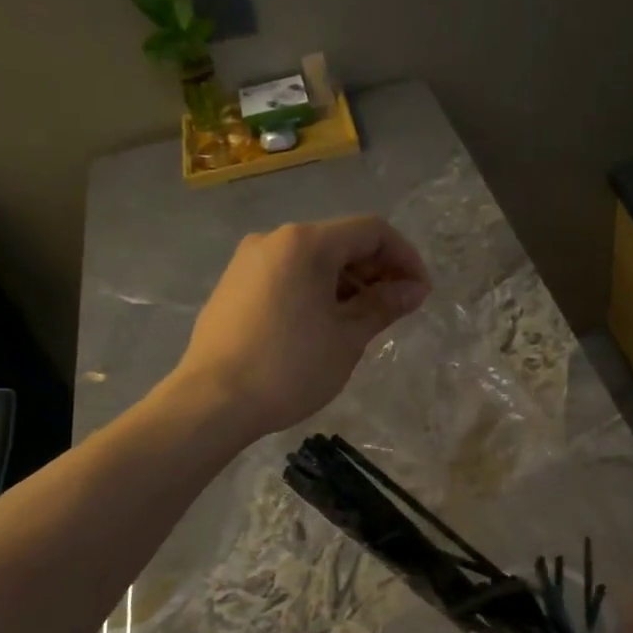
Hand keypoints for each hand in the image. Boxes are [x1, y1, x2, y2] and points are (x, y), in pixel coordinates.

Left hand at [174, 216, 430, 438]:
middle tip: (397, 309)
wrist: (212, 402)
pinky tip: (324, 324)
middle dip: (376, 270)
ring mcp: (249, 261)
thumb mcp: (347, 338)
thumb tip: (414, 289)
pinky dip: (316, 289)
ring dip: (347, 282)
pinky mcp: (234, 284)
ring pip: (313, 259)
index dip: (405, 257)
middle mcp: (275, 239)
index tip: (420, 293)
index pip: (371, 231)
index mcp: (306, 243)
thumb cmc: (288, 368)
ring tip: (363, 321)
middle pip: (341, 241)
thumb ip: (384, 305)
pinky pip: (287, 274)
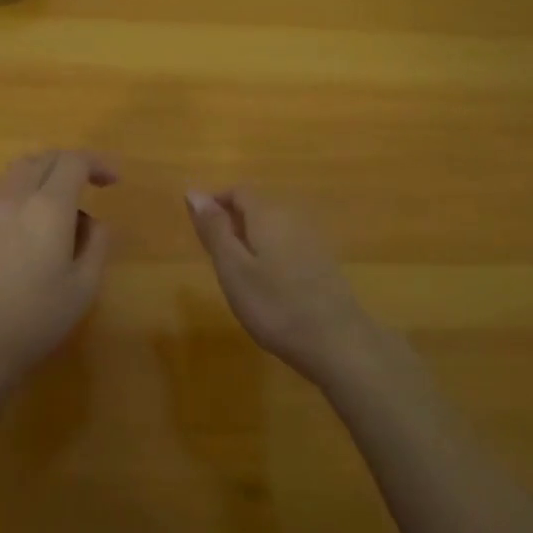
+ + +
From the line containing "ring dip: (347, 282)" down to the last line of the records above, repeat every line exactly and nothing else, dropping any pictures.

ring dip: (347, 282)
pinky mcp: (234, 284)
ring pip: (313, 259)
index dip: (405, 257)
middle mcp: (275, 239)
index tip: (420, 293)
index pip: (371, 231)
index mcp: (306, 243)
thumb cmc: (288, 368)
ring tip: (363, 321)
middle pip: (341, 241)
thumb ip: (384, 305)
pinky pip: (287, 274)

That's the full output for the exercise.